可外苑里又有二三百官员,于是东元帝就下制说“百官自随与卿等同”一一大家随便玩,中午我管饭;就当今天是皇家游苑会了。
等张朴朱宣这些老臣子还有清河郡王鄱阳侯毅国公这些宗室勋贵陪着东元帝进了暖殿,大家就开始自由活动。然后商成就傻眼了。他是上柱国应县伯,按说也是勋贵,可东元帝没点他的名让他扈从,他就只能呆在暖殿外。可他这勋贵是陡然间从地方上抖擞起来的军中新贵,上京城里几乎就没两个熟人,不能进暖殿的武将就他一个人是上柱国,所以不管是谁见到他都是三分的敬意。何况正旦那天他与杨度在紫宸殿上君前斗殴的事早就传遍京师,是凶名在外的狠辣人物,谁敢不惧让他五分?所以根本没一个人敢与他围炉说话。即便是一群拉开桌椅耍钱的四五品将军,看他走近也是吓得赶紧散伙。

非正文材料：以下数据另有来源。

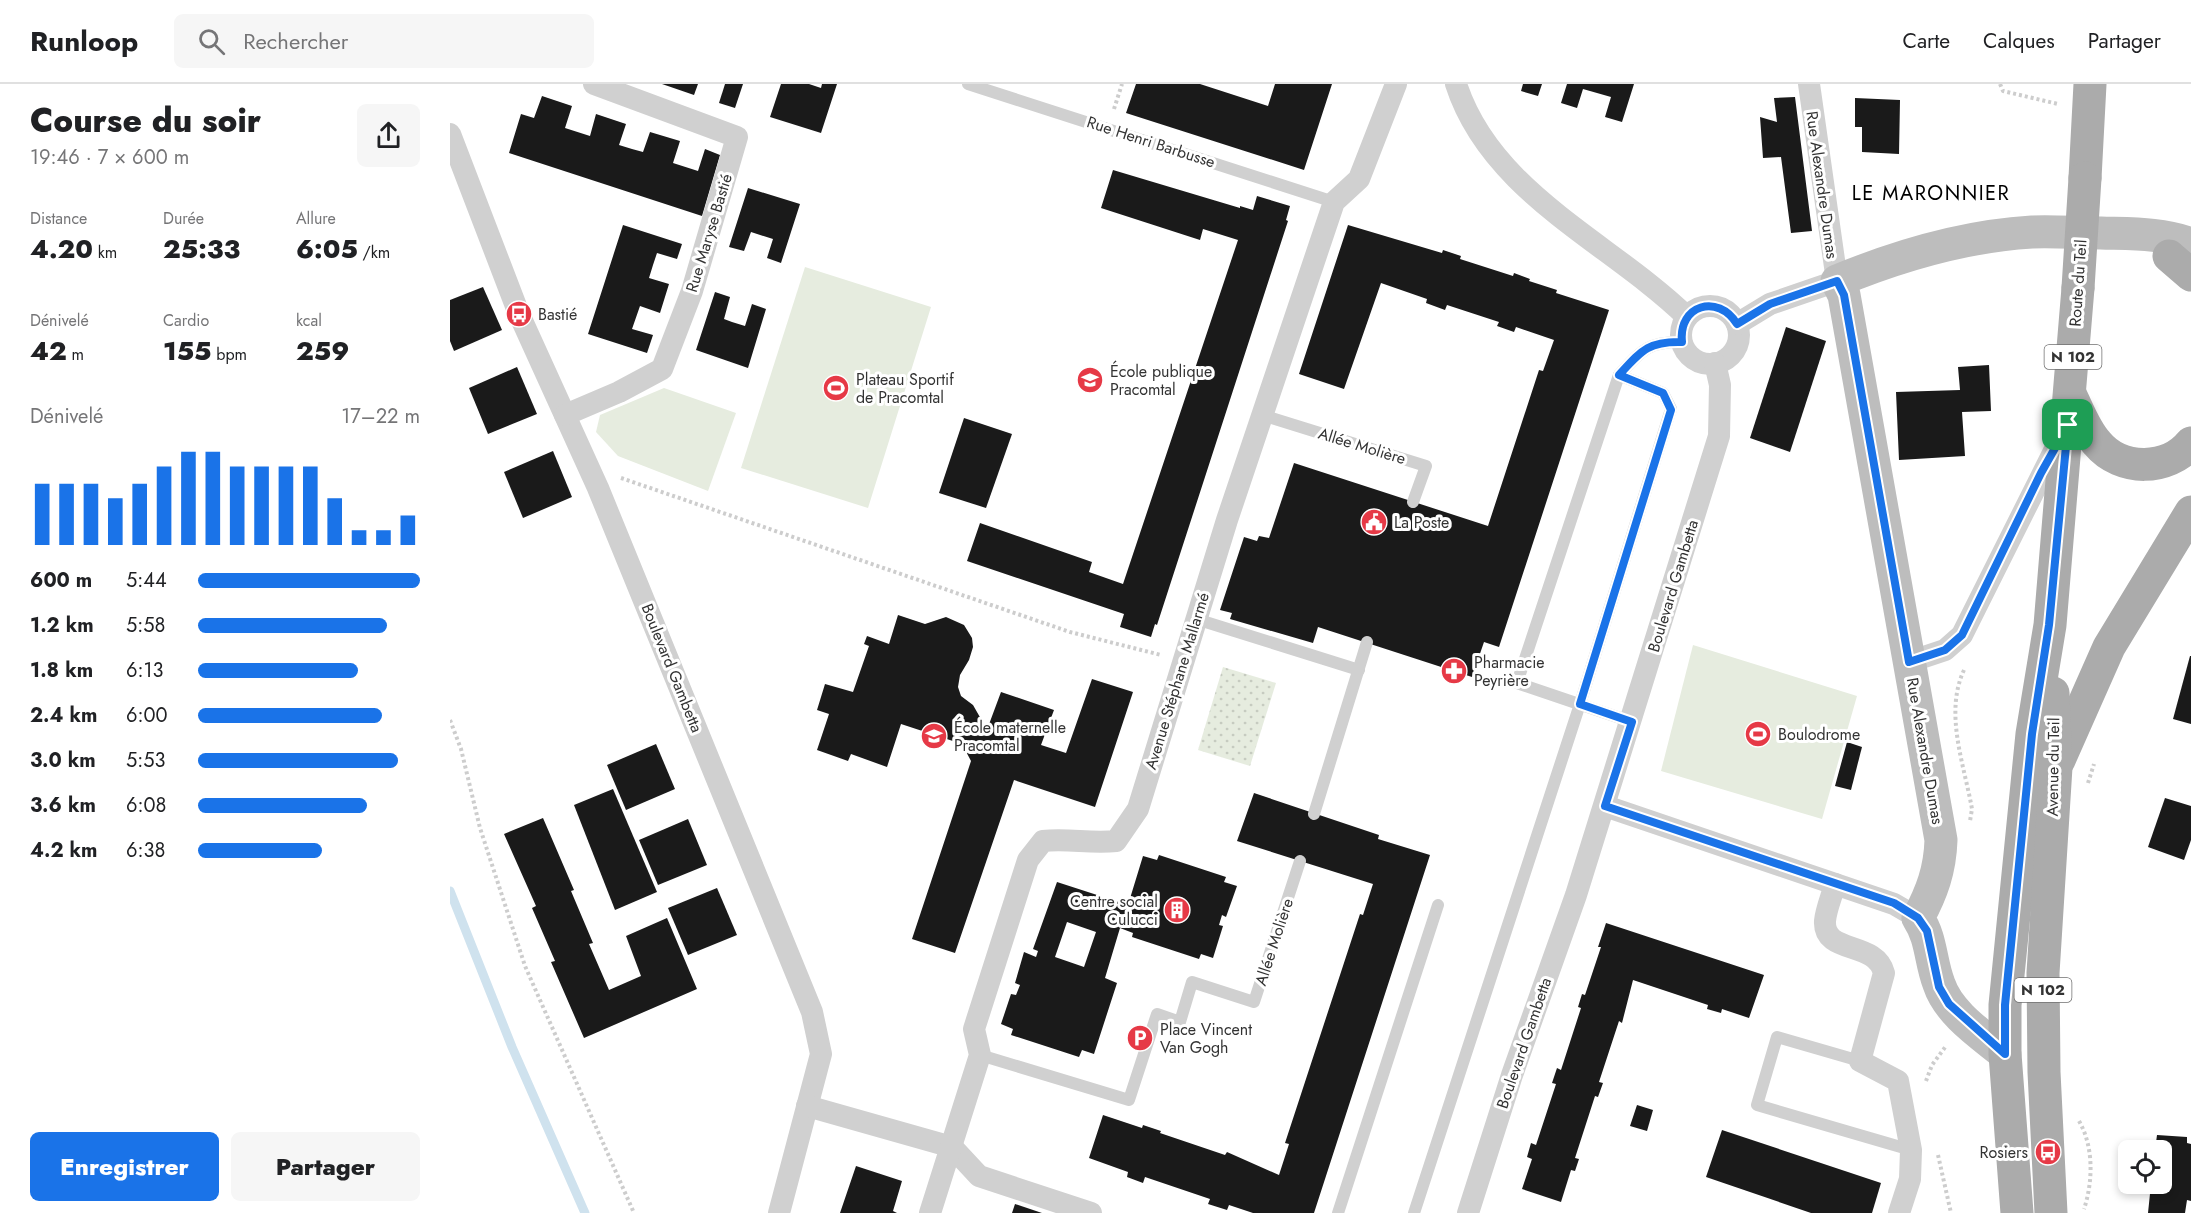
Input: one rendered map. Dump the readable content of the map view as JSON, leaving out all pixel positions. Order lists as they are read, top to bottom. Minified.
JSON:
{"streets":{"main road":["Route du Teil","N 102","Avenue du Teil"],"street":["Rue Alexandre Dumas","Rue Maryse Bastié","Boulevard Gambetta","Avenue Stéphane Mallarmé"],"lane":["Rue Henri Barbusse","Allée Molière"]},"crossings":[["Rue Henri Barbusse","Avenue Stéphane Mallarmé"],["Rue Maryse Bastié","Boulevard Gambetta"],["Route du Teil","Avenue du Teil"],["Allée Molière","Avenue Stéphane Mallarmé"]],"districts":["LE MARONNIER"],"places":{"bus stop":["Bastié","Rosiers"],"school or university":["École publique Pracomtal","École maternelle Pracomtal"],"sports":["Plateau Sportif de Pracomtal","Boulodrome"],"public building":["La Poste"],"pharmacy":["Pharmacie Peyrière"],"building":["Centre social Culucci"],"parking":["Place Vincent Van Gogh"]},"page":{"header":"Runloop","search":"Rechercher","nav":["Carte","Calques","Partager"],"heading":["Course du soir","19:46 · 7 × 600 m"],"stats":[["Distance","4.20 km"],["Durée","25:33"],["Allure","6:05 /km"],["Dénivelé","42 m"],["Cardio","155 bpm"],["kcal","259"]],"chart":["Dénivelé","17–22 m"],"list":[{"name":"600 m","note":"5:44"},{"name":"1.2 km","note":"5:58"},{"name":"1.8 km","note":"6:13"},{"name":"2.4 km","note":"6:00"},{"name":"3.0 km","note":"5:53"},{"name":"3.6 km","note":"6:08"},{"name":"4.2 km","note":"6:38"}],"buttons":["Enregistrer","Partager"]}}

就算偶尔有一两个人想与他亲近,可这外苑里人多眼杂的,万一亲近商燕山不成反而招惹来杨烈火和谷鄱阳,那才真叫作得不偿失……
他没法和武将们扎堆,又不能去文官那里掺合,还不能早退,一个人百无聊赖,只好在外苑里乱转。可外苑毕竟是皇家园林,今天又有天子驾临,哪怕东元帝根本就没心情去四处转悠,景致稍微好一点的地方依旧布置着严密关防。值岗的羽林军和宿卫禁军根本不理会他的金翅幞头和赤色戎袍,隔着两箭地就喝令止步,然后一丝不苟地查验官凭询问来历。只是这么一回检查,就把他原本便不多的那点闲情雅致给折腾得干干净净。反正这光树杈秃枝桠的冬景也没什么看头,他便掉了头望回走,半道上瞧见一间大围庐,不闻不问地一头就钻了进去。管他什么文武有别,他就在这里等着吃晌午了!
他就是在这里遇上的李穆和田岫。三个人东拉西扯一大通,然后不知怎么地话题就拉扯到上京城上。
商成对京城不熟悉,稍微有点印象的地方就是几个熟人比如王义的毅国公府或者陈璞的长沙公主府,所以他主要是听李穆和田岫说话。
李穆的职务已经确定下来,依旧在太史局挂个少卿的职,然后领翰林学士衔。这是副相朱宣昨天使人告诉他的。等年节过后各个衙门开门办公,他就去吏部立档领官凭。田岫的职务也有变化。她的那些什么观风使县副簿的乱七八糟差事都被撤了,新领的官衔是翰林院学士,但是暂时没有授实职。